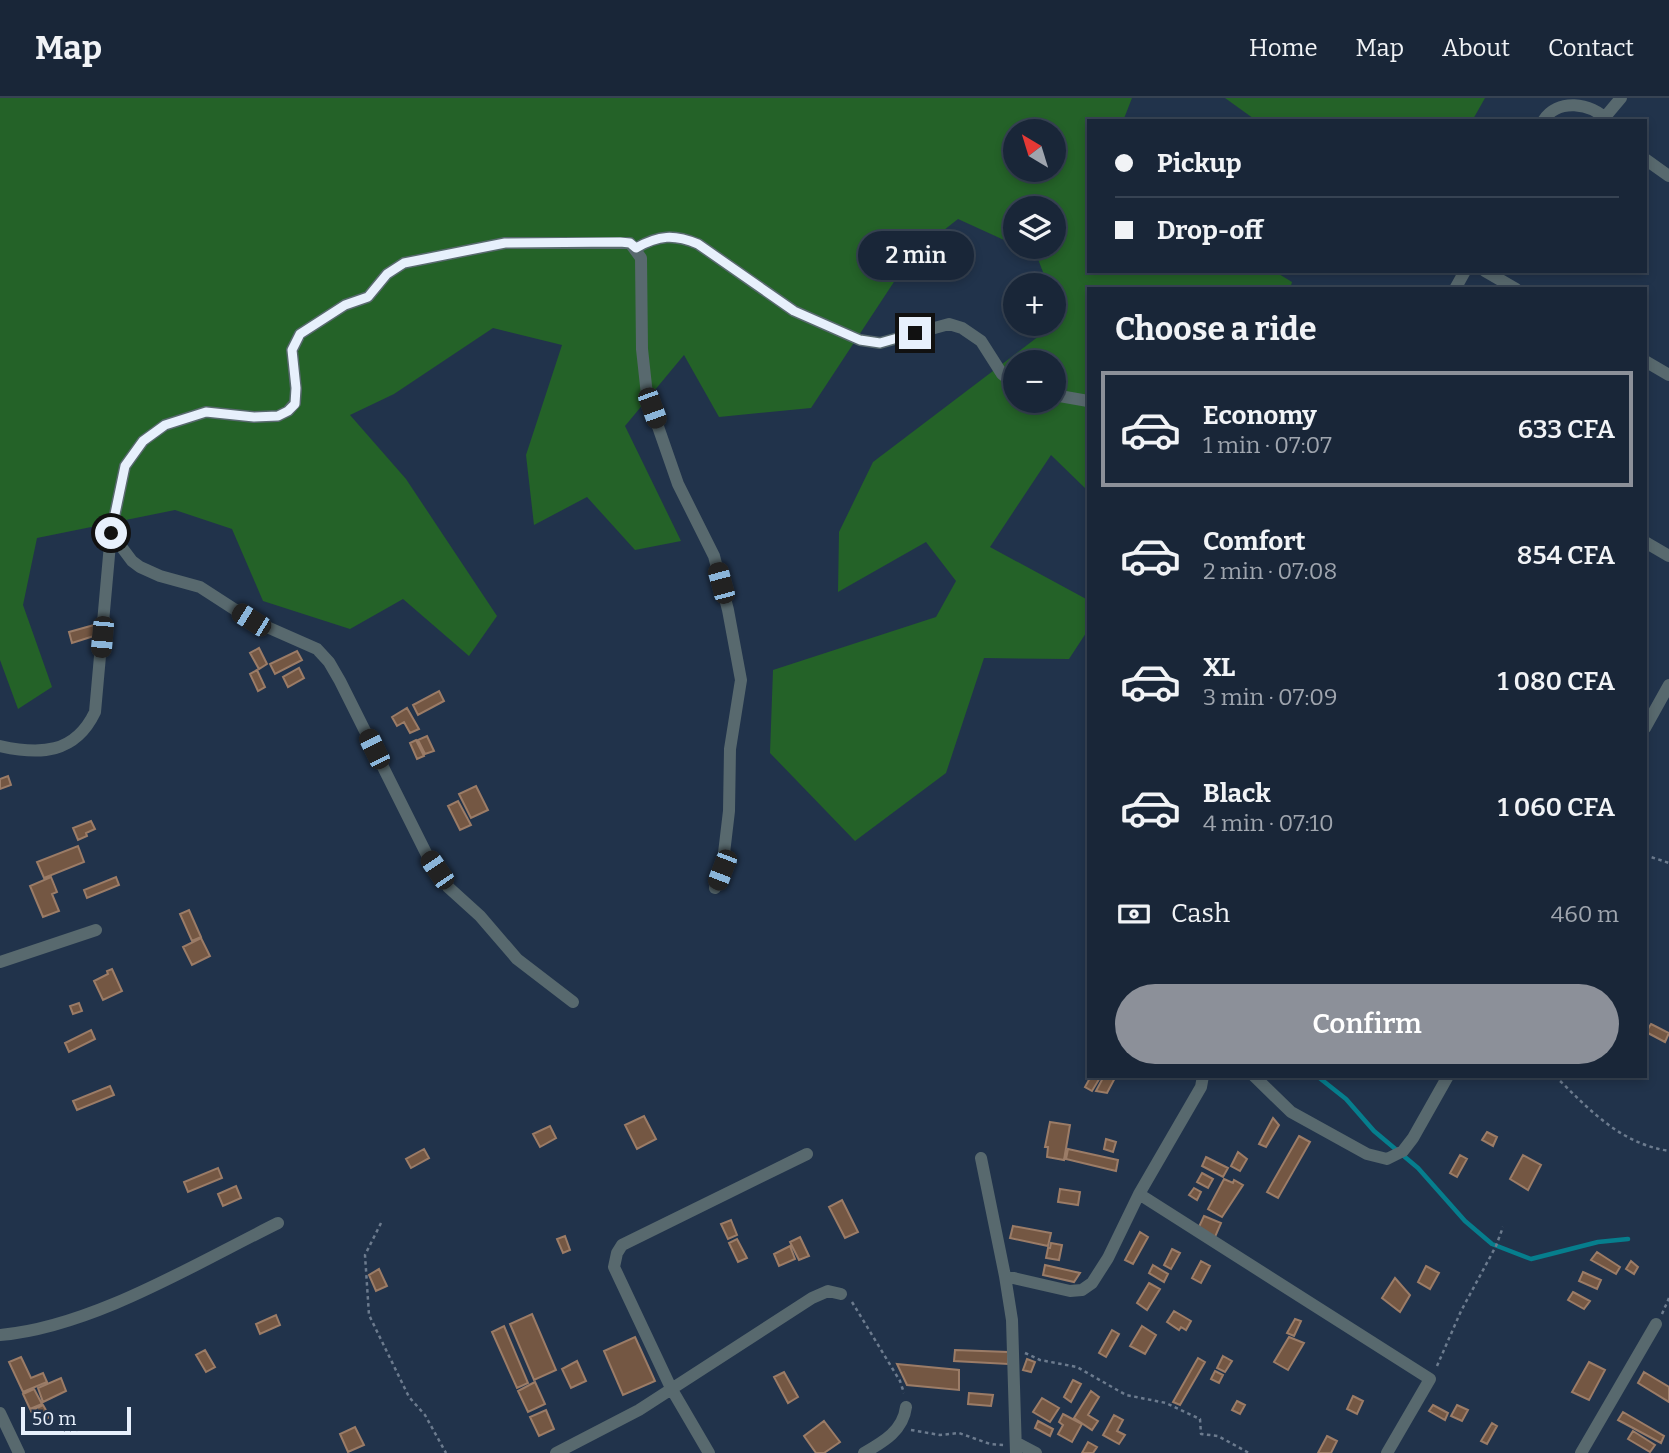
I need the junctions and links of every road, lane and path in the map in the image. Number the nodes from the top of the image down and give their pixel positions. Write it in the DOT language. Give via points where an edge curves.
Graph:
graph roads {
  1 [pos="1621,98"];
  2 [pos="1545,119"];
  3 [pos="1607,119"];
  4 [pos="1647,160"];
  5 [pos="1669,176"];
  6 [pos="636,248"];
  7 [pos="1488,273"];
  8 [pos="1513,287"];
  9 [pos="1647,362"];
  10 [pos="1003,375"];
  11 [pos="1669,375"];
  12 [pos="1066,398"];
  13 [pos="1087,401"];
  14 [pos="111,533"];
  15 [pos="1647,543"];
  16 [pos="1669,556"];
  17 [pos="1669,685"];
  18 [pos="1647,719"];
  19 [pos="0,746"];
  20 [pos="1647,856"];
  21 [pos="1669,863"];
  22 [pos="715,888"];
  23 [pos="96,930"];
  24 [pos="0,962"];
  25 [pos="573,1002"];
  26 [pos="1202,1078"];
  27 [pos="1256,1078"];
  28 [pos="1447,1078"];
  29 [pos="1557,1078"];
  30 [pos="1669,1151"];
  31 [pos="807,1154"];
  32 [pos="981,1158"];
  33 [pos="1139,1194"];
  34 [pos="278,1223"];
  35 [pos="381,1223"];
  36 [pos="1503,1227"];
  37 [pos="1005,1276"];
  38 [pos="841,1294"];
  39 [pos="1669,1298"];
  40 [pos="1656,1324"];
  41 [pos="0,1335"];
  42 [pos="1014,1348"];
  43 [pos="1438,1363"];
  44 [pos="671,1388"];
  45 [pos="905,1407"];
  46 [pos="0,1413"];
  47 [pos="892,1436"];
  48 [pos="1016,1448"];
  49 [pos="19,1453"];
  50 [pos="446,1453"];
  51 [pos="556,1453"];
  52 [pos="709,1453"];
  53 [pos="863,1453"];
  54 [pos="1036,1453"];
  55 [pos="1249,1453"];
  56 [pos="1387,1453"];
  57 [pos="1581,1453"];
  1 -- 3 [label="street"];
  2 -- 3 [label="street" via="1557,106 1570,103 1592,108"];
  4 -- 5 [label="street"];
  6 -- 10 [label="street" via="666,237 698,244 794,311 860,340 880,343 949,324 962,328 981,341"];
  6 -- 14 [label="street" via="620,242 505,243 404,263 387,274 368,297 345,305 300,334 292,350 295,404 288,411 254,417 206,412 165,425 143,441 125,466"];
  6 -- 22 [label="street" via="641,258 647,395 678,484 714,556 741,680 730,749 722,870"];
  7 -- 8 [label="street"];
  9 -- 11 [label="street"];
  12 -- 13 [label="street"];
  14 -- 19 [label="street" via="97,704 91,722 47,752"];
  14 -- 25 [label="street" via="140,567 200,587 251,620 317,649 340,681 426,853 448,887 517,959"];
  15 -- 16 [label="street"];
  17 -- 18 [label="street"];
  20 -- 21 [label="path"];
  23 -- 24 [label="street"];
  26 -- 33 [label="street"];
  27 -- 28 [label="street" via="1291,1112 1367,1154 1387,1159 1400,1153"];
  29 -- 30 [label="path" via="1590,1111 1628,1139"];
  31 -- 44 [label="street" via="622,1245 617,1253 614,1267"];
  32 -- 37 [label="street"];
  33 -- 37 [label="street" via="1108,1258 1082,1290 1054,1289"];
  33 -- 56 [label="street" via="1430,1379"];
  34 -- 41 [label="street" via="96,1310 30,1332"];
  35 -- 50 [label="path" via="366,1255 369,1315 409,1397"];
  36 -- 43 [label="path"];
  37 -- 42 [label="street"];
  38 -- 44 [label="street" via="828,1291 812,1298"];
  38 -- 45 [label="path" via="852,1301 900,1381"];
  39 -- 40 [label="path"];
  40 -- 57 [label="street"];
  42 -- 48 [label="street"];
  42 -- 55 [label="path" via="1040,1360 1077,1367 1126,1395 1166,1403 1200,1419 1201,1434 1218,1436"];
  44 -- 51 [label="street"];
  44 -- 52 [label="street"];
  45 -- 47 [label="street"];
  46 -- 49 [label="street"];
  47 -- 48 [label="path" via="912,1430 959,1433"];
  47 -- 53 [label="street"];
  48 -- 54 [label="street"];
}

...

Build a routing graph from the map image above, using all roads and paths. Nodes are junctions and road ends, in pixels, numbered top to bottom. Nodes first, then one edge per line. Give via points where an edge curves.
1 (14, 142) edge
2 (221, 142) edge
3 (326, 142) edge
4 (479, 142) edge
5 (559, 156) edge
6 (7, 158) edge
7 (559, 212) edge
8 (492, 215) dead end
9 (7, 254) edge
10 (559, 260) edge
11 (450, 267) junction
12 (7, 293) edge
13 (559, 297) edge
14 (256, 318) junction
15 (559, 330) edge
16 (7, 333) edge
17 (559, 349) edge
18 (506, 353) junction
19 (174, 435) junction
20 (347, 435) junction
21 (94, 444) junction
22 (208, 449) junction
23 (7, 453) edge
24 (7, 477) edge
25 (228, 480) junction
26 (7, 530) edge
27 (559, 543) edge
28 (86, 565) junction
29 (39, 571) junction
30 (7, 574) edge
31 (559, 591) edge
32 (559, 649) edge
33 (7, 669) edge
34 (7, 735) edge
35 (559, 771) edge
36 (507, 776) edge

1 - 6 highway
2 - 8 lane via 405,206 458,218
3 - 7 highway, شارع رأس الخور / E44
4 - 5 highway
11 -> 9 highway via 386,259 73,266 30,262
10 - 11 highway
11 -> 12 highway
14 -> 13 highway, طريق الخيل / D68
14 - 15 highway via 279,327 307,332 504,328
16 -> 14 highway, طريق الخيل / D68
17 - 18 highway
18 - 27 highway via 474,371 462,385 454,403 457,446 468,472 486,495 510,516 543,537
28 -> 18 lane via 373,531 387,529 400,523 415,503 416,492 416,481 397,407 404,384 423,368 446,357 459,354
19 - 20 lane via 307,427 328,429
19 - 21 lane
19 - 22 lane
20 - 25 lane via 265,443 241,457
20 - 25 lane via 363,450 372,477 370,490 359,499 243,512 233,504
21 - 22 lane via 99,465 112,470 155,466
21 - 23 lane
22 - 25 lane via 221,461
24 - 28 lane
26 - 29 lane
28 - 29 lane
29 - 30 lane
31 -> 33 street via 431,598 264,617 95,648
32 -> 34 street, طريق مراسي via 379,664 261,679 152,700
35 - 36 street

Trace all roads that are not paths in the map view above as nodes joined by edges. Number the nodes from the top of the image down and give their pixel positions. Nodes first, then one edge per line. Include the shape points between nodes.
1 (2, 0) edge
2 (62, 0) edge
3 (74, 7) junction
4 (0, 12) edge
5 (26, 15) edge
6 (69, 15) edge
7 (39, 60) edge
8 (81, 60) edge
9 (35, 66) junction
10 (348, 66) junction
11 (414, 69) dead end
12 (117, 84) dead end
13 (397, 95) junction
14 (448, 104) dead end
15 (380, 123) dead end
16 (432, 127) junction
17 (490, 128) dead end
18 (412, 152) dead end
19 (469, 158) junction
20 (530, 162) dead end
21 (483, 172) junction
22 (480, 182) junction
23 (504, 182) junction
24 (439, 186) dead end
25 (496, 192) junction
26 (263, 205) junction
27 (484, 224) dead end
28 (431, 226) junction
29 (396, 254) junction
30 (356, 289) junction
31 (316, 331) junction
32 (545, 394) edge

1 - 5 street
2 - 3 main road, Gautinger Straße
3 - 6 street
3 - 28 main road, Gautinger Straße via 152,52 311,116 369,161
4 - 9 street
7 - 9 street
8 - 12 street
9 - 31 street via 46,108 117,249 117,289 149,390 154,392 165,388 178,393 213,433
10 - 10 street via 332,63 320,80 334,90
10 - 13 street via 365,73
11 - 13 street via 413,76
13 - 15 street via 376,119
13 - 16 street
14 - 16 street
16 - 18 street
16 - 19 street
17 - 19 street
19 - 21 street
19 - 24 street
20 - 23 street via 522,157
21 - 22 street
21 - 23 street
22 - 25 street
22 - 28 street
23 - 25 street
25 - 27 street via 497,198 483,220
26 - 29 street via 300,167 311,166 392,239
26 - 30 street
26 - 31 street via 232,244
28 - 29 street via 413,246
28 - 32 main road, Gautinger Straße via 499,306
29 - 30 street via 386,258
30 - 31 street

**WORK TASK:** How many lines above include the word "Gautinger"? Answer with the number alone.

**TASK OUTPUT:** 3